*THE TASK*
Go over the data and keep only the lines that include "Vintrie".

Stored data entries

*** Begin section ***

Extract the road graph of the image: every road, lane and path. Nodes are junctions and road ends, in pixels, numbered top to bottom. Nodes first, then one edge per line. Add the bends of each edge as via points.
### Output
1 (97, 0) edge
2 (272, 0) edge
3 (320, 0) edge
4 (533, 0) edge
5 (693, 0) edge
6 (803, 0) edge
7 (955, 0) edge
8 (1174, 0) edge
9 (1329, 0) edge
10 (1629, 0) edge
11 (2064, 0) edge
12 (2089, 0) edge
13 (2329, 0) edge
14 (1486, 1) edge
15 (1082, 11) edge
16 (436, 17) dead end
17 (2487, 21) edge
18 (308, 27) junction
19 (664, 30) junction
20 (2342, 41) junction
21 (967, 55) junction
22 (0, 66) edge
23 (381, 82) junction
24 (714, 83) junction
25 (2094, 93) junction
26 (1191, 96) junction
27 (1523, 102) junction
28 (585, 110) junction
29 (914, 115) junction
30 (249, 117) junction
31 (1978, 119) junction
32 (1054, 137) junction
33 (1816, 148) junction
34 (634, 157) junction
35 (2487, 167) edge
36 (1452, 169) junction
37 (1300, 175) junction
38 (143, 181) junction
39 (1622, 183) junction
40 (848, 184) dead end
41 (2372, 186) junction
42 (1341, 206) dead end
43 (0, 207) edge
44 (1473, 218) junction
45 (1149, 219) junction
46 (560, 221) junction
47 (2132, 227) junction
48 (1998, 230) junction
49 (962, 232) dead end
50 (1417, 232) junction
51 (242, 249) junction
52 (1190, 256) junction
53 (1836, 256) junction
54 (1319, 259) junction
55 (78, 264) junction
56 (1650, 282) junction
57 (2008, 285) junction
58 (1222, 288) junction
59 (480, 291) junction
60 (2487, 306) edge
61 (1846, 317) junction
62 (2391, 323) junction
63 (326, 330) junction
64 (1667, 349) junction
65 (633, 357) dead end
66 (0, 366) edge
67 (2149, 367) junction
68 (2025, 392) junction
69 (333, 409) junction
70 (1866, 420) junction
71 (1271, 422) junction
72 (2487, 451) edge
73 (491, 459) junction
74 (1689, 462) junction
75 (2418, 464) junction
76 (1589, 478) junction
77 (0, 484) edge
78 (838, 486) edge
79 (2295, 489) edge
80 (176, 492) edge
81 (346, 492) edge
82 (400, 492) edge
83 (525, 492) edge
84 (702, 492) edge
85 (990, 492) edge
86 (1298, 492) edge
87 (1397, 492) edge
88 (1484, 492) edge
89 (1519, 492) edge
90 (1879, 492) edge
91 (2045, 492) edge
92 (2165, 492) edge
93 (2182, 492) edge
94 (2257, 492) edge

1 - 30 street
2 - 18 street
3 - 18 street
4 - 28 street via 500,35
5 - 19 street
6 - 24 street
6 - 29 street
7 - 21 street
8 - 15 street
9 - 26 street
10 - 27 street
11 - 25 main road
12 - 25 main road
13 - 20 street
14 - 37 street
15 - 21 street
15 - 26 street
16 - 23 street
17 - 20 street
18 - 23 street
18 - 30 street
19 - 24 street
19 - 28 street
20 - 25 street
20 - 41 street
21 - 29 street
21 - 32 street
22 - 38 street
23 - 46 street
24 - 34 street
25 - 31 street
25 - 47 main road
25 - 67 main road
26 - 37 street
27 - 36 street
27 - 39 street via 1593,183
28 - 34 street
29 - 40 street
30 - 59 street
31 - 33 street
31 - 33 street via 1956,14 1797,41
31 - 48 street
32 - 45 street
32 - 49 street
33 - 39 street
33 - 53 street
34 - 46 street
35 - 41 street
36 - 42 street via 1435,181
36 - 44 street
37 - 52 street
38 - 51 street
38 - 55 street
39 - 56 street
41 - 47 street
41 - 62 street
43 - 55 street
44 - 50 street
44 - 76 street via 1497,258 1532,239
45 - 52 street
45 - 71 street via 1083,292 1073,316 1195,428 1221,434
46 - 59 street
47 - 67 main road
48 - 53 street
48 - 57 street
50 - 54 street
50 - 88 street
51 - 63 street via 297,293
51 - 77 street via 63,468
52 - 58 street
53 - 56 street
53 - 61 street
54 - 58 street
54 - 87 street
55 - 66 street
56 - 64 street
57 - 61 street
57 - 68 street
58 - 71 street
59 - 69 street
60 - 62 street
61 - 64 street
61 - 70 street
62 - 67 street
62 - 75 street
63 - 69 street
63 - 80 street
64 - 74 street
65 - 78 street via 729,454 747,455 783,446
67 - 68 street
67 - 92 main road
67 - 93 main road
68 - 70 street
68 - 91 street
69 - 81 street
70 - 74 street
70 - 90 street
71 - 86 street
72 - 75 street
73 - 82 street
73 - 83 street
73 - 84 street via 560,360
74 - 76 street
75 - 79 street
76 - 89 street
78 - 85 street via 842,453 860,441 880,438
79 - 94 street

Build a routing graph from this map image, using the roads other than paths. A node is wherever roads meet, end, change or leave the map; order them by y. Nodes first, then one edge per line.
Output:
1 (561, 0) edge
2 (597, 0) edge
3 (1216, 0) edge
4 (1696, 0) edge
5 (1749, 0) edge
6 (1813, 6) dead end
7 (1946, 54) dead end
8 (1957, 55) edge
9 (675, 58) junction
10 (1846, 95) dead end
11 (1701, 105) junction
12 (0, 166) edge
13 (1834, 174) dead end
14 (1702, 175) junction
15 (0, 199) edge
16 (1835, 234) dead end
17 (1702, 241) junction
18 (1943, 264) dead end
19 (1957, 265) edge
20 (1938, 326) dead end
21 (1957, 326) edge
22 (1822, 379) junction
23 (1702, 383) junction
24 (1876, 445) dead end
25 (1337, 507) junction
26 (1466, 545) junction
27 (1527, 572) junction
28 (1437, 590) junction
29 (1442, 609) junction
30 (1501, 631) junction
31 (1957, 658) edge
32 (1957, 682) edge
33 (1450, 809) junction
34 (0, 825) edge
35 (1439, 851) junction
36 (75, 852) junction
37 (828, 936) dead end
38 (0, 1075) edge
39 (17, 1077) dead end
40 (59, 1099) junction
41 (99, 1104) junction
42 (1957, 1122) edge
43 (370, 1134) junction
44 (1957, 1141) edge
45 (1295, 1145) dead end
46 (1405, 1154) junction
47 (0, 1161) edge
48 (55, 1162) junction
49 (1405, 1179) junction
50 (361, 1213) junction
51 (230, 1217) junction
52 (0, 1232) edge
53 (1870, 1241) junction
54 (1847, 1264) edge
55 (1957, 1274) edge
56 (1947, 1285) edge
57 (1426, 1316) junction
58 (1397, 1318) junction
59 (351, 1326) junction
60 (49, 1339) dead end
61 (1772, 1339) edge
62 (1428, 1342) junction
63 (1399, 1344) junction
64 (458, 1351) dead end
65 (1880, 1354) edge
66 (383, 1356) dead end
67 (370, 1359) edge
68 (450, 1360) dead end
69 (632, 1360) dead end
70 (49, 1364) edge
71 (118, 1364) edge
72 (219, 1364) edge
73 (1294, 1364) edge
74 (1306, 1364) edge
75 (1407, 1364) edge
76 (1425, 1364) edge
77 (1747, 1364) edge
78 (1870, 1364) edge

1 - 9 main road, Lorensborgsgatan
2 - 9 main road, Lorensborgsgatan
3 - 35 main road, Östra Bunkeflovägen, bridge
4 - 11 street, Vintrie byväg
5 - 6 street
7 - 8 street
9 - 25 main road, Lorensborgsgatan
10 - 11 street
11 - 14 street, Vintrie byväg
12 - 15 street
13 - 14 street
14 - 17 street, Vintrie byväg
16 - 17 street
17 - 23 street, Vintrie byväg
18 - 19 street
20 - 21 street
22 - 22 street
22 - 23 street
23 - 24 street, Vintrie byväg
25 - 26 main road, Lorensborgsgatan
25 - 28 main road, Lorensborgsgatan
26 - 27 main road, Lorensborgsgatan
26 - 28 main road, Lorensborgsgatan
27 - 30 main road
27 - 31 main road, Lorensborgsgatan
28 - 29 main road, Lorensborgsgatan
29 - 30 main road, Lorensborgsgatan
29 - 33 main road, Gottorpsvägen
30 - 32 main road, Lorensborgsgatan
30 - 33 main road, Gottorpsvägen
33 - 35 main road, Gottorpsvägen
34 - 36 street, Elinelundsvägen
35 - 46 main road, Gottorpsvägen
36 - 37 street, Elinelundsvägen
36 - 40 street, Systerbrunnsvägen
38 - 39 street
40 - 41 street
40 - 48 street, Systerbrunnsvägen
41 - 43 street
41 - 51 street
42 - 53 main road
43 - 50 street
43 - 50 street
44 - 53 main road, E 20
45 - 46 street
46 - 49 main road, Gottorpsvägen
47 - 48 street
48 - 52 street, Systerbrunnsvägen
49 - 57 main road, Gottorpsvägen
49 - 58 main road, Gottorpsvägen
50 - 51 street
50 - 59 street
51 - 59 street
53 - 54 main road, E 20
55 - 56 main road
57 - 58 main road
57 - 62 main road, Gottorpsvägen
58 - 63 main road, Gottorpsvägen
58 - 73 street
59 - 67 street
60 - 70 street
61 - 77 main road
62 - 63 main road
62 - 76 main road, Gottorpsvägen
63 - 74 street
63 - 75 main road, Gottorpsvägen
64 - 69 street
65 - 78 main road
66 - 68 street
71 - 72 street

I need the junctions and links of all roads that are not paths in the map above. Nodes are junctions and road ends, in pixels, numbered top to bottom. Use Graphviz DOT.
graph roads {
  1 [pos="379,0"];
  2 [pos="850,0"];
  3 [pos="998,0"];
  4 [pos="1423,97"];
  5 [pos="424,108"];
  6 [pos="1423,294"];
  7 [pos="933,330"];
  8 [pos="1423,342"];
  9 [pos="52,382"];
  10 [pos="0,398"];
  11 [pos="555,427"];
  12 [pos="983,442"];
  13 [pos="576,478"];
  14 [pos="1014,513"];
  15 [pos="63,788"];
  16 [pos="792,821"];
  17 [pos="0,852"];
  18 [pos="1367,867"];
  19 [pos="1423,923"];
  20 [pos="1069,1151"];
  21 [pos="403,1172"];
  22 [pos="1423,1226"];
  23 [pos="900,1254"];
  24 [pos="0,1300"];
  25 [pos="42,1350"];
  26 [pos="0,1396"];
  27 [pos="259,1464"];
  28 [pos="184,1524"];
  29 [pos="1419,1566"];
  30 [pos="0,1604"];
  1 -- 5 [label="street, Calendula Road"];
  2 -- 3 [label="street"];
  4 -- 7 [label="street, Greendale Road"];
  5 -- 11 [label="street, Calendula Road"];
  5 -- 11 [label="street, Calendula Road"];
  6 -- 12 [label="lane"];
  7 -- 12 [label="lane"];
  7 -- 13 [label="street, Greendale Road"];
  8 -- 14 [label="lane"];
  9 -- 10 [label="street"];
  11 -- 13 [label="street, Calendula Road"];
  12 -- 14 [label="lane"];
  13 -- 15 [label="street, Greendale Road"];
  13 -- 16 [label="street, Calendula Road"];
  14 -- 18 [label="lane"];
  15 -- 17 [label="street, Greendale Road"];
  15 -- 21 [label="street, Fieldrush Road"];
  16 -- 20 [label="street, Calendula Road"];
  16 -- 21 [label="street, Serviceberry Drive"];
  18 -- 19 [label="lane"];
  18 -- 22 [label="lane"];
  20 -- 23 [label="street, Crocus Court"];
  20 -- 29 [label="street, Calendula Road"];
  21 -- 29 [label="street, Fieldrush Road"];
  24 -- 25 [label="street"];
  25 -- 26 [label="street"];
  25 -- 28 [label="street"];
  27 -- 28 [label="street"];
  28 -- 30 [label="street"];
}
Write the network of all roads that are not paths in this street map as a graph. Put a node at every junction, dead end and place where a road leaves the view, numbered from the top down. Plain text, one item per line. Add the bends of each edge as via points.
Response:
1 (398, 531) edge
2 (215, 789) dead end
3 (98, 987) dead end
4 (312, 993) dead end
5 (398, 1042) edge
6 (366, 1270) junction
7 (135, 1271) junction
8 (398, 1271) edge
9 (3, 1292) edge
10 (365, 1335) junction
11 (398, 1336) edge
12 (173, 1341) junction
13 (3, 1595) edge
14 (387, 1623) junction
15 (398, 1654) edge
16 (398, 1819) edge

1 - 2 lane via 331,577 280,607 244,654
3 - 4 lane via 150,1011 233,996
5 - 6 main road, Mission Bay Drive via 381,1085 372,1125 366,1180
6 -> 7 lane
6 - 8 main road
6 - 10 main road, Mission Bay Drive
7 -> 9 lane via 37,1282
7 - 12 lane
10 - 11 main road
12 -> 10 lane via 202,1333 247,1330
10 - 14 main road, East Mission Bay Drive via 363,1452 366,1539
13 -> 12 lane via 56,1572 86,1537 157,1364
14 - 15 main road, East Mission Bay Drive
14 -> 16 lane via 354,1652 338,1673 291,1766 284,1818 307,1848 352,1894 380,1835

*** End section ***

*ANSWER TO THIS PROBLEM*
4 - 11 street, Vintrie byväg
11 - 14 street, Vintrie byväg
14 - 17 street, Vintrie byväg
17 - 23 street, Vintrie byväg
23 - 24 street, Vintrie byväg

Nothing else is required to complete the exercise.